La comida transcurrió sin ningún sobresalto,
los temas de conversación fueron algo de lo más banal. Temas de
procesiones y de santos amenizaron la comida, ninguno de ellos
estaban atentos. Tenían la cabeza puesta en otro sitio.
En concreto en la Plaza
de la Falange.
Ayudaron con educación a doña Frasquita a
quitar la mesa, estirar las piernas después de comer al mismo
tiempo que hacían algo útil les ayudaría a rebajar la creciente
tensión que se estaba acumulando en ellos. Nadie estaba tranquilo
del todo, ni siquiera los tres más veteranos, y eso que querían
ocultarlo a toda costa para transmitir seguridad a los demás.
Se despidieron amablemente de la dueña del
local, dudaron enormemente volver a pisar ese suelo. De una forma o
de otra nada volvería a ser para ellos como aquel preciso
instante.
Caminaron despacio hasta el almacén en el
que tenían oculto lo que les ayudaría a llevar a cabo su plan,
todos portaban la ropa más ancha que disponían, necesitaban ocultar
objetos grandes en ella, al menos durante un rato.
Antes de entrar en el recinto, miraron
varias veces a su alrededor, la seguridad a partir de aquel momento
debía de ser máxima.

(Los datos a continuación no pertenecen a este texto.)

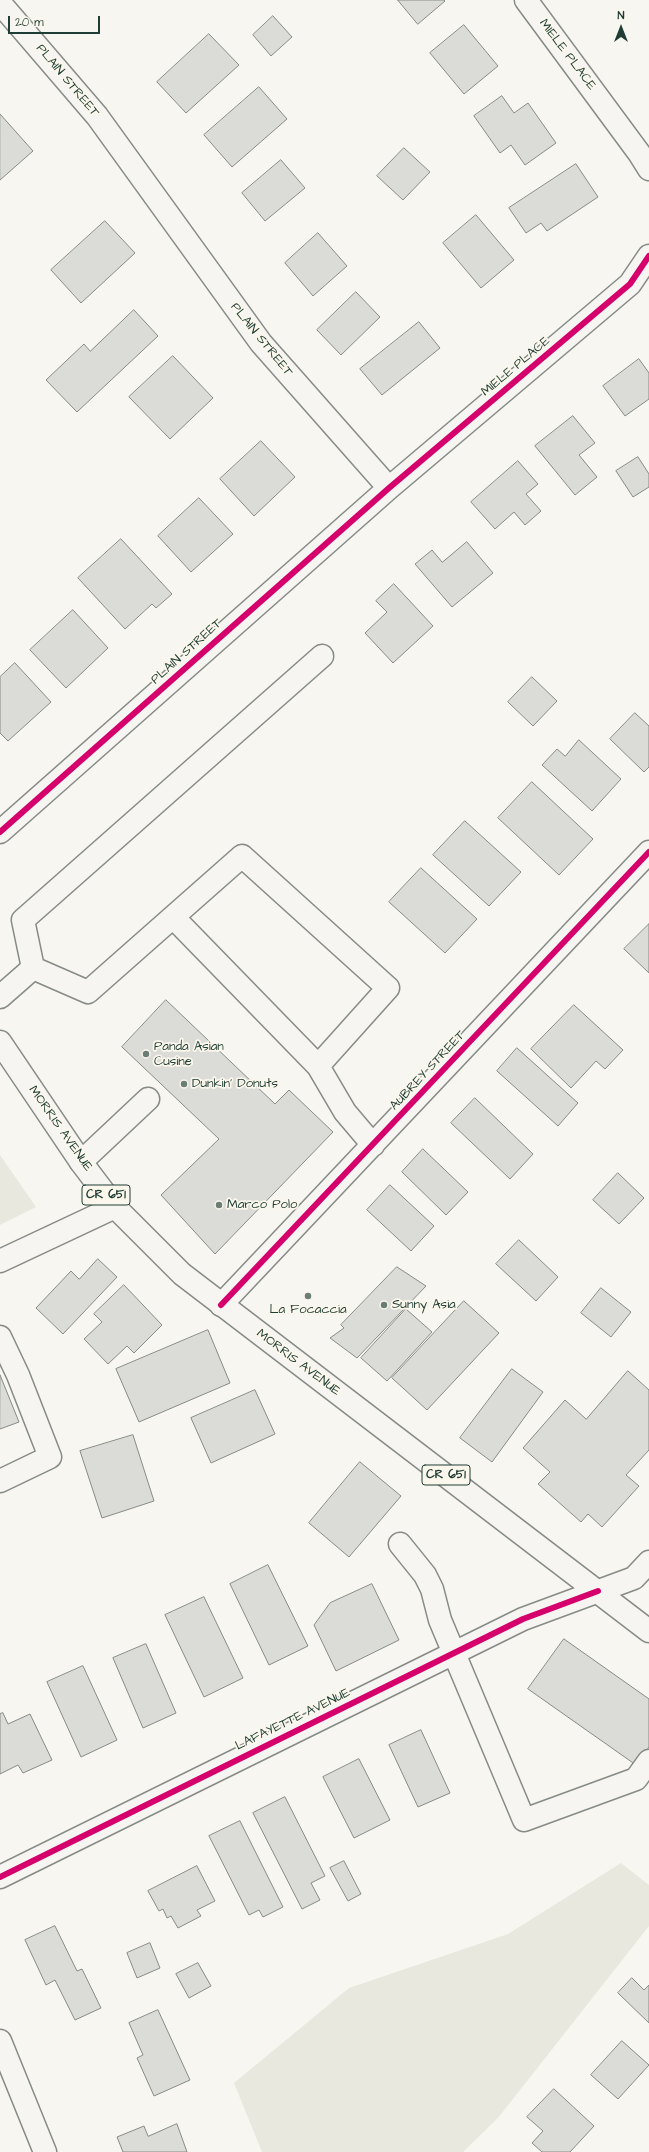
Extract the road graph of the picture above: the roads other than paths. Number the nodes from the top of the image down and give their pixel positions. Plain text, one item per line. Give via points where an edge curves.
1 (526, 0) edge
2 (0, 3) edge
3 (649, 169) edge
4 (649, 256) edge
5 (389, 488) junction
6 (322, 656) dead end
7 (0, 832) edge
8 (649, 852) edge
9 (173, 917) junction
10 (33, 968) junction
11 (0, 997) edge
12 (0, 1042) edge
13 (318, 1066) junction
14 (148, 1099) dead end
15 (373, 1145) junction
16 (81, 1162) junction
17 (115, 1207) junction
18 (0, 1261) edge
19 (221, 1305) junction
20 (0, 1337) edge
21 (0, 1481) edge
22 (400, 1544) dead end
23 (649, 1562) edge
24 (598, 1591) junction
25 (649, 1631) edge
26 (454, 1653) junction
27 (649, 1761) edge
28 (0, 1876) edge
29 (0, 2041) edge
30 (45, 2152) edge

1 - 3 street, MIELE PLACE
2 - 5 street, PLAIN STREET via 97,116 261,343
4 - 5 street, MIELE PLACE via 630,284
5 - 7 street, PLAIN STREET
6 - 10 street via 23,920
8 - 15 street, AUBREY STREET
9 - 10 street via 88,992
9 - 13 street
9 - 13 street via 242,856 388,988
10 - 11 street
12 - 16 street, MORRIS AVENUE / CR 651
13 - 15 street via 345,1112
14 - 16 street
15 - 19 street, AUBREY STREET
16 - 17 street, MORRIS AVENUE / CR 651
17 - 18 street
17 - 19 street, MORRIS AVENUE / CR 651 via 182,1274
19 - 24 street, MORRIS AVENUE / CR 651
20 - 21 street via 18,1375 50,1458
22 - 26 street via 432,1589 440,1620
23 - 24 street, LAFAYETTE AVENUE via 634,1578
24 - 25 street, MORRIS AVENUE / CR 651
24 - 26 street, LAFAYETTE AVENUE via 523,1620
26 - 27 street via 524,1820 636,1779
26 - 28 street, LAFAYETTE AVENUE
29 - 30 street

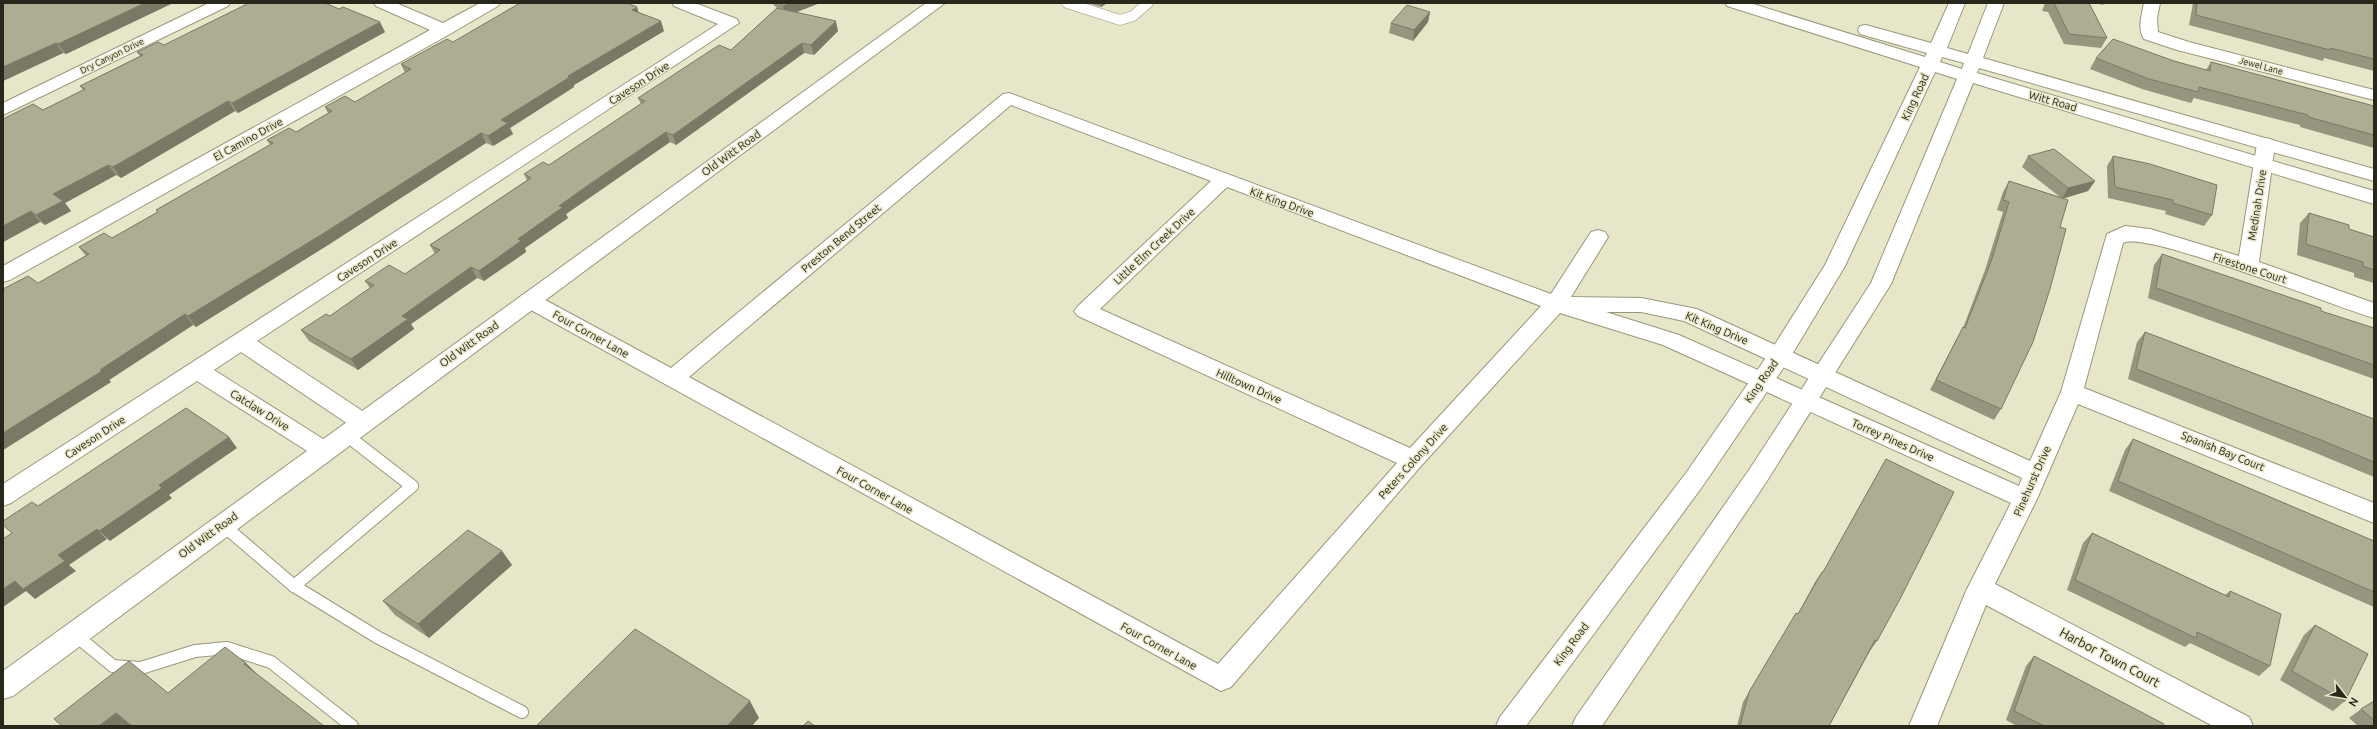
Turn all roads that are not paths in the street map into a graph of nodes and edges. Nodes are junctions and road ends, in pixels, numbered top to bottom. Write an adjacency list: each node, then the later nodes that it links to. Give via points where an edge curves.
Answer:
1 (222, 3): 18 (street, Dry Canyon Drive)
2 (382, 3): 13 (street)
3 (492, 3): 13 (street, El Camino Drive)
4 (680, 3): 32 (street, Caveson Drive, via 731,23)
5 (937, 3): 28 (street, Old Witt Road)
6 (1067, 3): 7 (lane, via 1120,20 1133,16)
7 (1148, 3)
8 (1732, 3): 14 (street, Witt Road)
9 (1762, 3): 14 (street, Witt Road, via 1802,11)
10 (1957, 3): 14 (street, King Road)
11 (1996, 3): 15 (street)
12 (2152, 3): 16 (street, Jewel Lane, via 2149,18 2150,35 2183,46)
13 (444, 30): 27 (street, El Camino Drive)
14 (1934, 57): 15 (street, Witt Road); 33 (street, King Road, via 1835,266)
15 (1971, 68): 19 (street, Witt Road); 20 (street, Witt Road); 35 (street, via 1880,284)
16 (2374, 95)
17 (1009, 98): 22 (street, Kit King Drive); 36 (street, Preston Bend Street)
18 (3, 110)
19 (2266, 144): 20 (street, Medinah Drive); 21 (street, Witt Road)
20 (2263, 163): 23 (street, Witt Road); 26 (street, Medinah Drive)
21 (2374, 175)
22 (1223, 180): 29 (street, Kit King Drive); 30 (street, Little Elm Creek Drive)
23 (2374, 198)
24 (2125, 233): 26 (street, Firestone Court, via 2150,236); 38 (street, Pinehurst Drive, via 2114,239 2110,248)
25 (1598, 237): 29 (street, Peters Colony Drive)
26 (2248, 266): 31 (street, Firestone Court)
27 (3, 275)
28 (529, 300): 36 (street, Four Corner Lane); 40 (street, Old Witt Road)
29 (1556, 304): 33 (street, Kit King Drive, via 1641,305 1689,314); 37 (street, Kit King Drive, via 1670,340); 43 (street, Peters Colony Drive)
30 (1085, 311): 43 (street, Hilltown Drive)
31 (2374, 311)
32 (242, 342): 34 (street, Caveson Drive); 40 (street)
33 (1780, 355): 35 (street); 37 (street, King Road)
34 (197, 370): 42 (street, Catclaw Drive); 45 (street, Caveson Drive)
35 (1823, 375): 39 (street); 44 (street)
36 (672, 379): 52 (street, Four Corner Lane)
37 (1761, 380): 39 (street, Torrey Pines Drive); 56 (street, King Road, via 1694,480)
38 (2072, 392): 44 (street, Pinehurst Drive); 47 (street, Spanish Bay Court)
39 (1806, 401): 46 (street, Torrey Pines Drive); 57 (street, via 1757,477)
40 (362, 422): 41 (street, Old Witt Road)
41 (345, 434): 42 (street, Old Witt Road); 49 (lane, via 412,486)
42 (323, 450): 48 (street, Old Witt Road)
43 (1413, 460): 52 (street, Peters Colony Drive)
44 (2035, 474): 46 (street, Pinehurst Drive)
45 (3, 496)
46 (2025, 499): 50 (street, Pinehurst Drive)
47 (2374, 513)
48 (222, 525): 49 (lane); 51 (street, Old Witt Road)
49 (294, 586): 54 (lane, via 359,628)
50 (1980, 589): 58 (street, Pinehurst Drive); 59 (street, Harbor Town Court)
51 (74, 634): 53 (street, Old Witt Road); 55 (lane, via 113,666 141,668 195,651 227,648 271,662)
52 (1220, 679)
53 (3, 687)
54 (522, 712)
55 (352, 726)
56 (1510, 726)
57 (1586, 726)
58 (1922, 726)
59 (2239, 726)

Sería una lástima que todo se fuera al garete
sin ni siquiera haber llegado hasta la plaza.
Una vez dentro, en silencio y con una
tensión más que evidente, cada uno agarró su objeto asignado y lo
ocultó como mejor pudo para que no se notara que lo llevaba encima.
El grupo de las metralletas además agarró varias cuerdas por si las
necesitaban para acceder a las casas marcadas con una «x».
Juan miró a Carmen, respiraba acelerado
mientras miraba la granada que tenía agarrada, no hacía falta estar
en su cabeza para saber que estaría pensando si sería capaz de
lanzar aquello. En sus manos había un arma mortífera y un error de
cualquier tipo podría hacer que murieran inocentes.
Incluso ella misma.
Él palpó la Mp-38 que tenía oculta debajo de
su ropa. Nunca antes había tocado un arma y jamás pensó que fuera a
hacerlo en aquellas circunstancias. En cierta ocasión, no sabía
dónde, había escuchado que la vida podía dar tantas vueltas que uno
fácilmente se podría marear.
Desde luego razón no le faltaba.
Hace unos meses era un simple pueblerino,
comprometido con una preciosa mujer y sin más preocupación que
encontrar chapuzas junto a su padre en el pueblo para que no
faltara el pan sobre la mesa.
Ahora se iba a convertir en un
asesino.
En el asesino de Franco, ni más ni
menos.
—Chicos, acercaos, formad un círculo —ordenó
Anselmo, que había estado supervisando como todos ocultaban sus
armas y se preparaban para la misión.
Todos obedecieron.
—No puedo deciros nada que no os haya dicho
ya. Creo que cada uno sabe exactamente lo que tiene que hacer y que
todo va a salir a pedir de boca. Sí que quiero deciros una cosa, lo
he pensado mucho durante toda la noche. Apenas os conozco, aunque
os confieso que ya os considero a todos como de mi propia familia.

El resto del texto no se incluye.